_Work order:_ Could you copy each line of the entries that contains "Patton"?

[Extracted records]
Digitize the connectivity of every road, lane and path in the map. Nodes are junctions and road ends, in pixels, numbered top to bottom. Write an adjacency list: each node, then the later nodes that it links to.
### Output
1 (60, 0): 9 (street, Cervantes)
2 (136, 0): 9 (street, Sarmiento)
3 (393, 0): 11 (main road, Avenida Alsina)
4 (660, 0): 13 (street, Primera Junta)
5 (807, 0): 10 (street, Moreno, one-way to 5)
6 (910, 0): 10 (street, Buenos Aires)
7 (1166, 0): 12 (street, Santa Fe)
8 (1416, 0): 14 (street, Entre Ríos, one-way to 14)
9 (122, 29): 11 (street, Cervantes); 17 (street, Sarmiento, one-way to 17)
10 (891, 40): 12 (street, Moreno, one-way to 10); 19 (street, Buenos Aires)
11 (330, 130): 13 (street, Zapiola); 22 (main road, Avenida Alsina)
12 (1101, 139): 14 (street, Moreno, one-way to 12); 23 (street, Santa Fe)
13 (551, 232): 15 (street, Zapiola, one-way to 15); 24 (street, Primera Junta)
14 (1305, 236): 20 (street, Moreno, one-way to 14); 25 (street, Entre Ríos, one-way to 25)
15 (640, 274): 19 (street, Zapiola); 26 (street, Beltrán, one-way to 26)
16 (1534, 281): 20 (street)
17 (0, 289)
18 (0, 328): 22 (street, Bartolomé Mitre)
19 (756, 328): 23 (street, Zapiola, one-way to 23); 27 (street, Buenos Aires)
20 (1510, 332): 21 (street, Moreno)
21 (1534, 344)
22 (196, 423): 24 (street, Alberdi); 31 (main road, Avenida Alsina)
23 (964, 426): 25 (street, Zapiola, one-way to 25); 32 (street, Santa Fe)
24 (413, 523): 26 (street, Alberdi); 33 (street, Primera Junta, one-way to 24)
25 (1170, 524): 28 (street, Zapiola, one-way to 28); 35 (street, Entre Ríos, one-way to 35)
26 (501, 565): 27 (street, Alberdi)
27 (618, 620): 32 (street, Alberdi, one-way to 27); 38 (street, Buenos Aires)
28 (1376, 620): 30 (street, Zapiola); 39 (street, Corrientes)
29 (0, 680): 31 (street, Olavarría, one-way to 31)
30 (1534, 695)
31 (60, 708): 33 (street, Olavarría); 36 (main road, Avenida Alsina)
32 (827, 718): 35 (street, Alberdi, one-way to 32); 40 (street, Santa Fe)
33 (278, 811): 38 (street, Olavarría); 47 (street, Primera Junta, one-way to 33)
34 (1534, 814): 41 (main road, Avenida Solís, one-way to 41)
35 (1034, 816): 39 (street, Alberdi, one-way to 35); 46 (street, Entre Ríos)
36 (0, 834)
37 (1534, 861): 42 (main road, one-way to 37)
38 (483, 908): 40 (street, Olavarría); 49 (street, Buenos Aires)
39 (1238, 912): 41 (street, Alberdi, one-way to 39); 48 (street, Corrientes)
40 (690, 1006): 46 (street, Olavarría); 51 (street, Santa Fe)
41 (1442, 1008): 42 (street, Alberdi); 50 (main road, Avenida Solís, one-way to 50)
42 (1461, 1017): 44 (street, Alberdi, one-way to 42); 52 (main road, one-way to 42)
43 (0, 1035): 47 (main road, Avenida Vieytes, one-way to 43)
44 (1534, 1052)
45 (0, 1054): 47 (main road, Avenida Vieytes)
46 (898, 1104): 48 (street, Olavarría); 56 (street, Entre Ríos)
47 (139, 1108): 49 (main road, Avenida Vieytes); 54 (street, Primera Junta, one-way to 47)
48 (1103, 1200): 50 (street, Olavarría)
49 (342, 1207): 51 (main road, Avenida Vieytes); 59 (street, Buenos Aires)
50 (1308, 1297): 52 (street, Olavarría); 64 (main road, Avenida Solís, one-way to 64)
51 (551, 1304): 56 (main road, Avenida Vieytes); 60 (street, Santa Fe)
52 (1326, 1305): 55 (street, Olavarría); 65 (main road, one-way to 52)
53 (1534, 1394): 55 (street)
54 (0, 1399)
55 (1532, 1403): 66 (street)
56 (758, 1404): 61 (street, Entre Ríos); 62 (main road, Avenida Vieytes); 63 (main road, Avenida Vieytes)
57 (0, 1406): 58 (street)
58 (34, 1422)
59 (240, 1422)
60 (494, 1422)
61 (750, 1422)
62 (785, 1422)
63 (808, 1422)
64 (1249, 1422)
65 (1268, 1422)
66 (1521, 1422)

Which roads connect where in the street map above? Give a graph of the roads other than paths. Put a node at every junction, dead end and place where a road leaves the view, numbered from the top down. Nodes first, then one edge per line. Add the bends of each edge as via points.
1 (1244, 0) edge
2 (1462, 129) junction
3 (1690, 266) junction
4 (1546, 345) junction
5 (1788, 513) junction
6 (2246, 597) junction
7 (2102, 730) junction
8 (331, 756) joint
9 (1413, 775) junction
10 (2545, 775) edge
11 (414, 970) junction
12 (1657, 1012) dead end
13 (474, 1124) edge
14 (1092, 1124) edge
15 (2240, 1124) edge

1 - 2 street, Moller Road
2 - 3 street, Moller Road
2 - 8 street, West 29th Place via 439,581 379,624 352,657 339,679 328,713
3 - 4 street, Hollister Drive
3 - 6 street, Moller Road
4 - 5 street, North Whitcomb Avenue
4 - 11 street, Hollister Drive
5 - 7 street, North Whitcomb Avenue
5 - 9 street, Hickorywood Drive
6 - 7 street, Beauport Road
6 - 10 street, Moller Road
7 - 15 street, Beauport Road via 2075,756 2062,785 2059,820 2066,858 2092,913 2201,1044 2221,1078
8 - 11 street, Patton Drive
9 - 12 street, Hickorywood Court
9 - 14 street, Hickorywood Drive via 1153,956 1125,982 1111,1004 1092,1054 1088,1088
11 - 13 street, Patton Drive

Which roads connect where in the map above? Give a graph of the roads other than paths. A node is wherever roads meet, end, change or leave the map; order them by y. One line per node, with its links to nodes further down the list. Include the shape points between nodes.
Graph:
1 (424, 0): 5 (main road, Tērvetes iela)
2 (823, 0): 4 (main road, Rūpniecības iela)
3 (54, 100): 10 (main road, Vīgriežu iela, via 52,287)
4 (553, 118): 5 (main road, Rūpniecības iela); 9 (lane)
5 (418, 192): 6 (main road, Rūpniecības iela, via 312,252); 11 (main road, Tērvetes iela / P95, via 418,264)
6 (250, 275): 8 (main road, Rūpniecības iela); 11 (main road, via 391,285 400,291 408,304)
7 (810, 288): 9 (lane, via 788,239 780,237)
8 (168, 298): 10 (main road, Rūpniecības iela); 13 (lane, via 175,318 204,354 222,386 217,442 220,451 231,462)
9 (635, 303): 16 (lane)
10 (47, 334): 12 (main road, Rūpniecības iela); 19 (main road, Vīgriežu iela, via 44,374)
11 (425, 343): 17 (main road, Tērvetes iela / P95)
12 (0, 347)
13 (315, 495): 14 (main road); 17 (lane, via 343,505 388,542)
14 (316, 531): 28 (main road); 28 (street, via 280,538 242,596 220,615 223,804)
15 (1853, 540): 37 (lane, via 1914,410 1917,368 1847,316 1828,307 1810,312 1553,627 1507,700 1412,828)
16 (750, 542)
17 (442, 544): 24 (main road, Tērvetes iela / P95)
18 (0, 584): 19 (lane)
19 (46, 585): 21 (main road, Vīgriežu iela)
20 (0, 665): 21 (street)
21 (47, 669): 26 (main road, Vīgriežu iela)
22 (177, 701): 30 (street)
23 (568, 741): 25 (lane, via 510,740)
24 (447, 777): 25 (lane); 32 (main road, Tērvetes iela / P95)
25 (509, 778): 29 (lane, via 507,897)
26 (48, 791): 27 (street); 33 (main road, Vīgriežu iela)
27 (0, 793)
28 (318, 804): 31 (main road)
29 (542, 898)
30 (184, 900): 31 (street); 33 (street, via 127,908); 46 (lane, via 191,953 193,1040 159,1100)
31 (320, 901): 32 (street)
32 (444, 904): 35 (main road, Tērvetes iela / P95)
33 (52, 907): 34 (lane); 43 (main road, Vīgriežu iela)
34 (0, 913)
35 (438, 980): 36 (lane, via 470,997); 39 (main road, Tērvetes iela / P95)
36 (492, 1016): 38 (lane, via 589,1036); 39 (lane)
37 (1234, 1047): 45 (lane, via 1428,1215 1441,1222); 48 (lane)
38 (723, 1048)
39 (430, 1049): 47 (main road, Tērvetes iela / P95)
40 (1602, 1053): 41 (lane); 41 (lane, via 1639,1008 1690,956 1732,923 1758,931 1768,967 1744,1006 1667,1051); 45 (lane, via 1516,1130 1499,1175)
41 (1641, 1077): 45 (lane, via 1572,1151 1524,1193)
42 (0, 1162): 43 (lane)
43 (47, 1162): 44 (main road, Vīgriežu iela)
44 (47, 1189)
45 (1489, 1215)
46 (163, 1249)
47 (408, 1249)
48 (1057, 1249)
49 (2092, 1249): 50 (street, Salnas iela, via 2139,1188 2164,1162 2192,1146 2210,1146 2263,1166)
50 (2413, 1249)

_Exercise answer:_
8 - 11 street, Patton Drive
11 - 13 street, Patton Drive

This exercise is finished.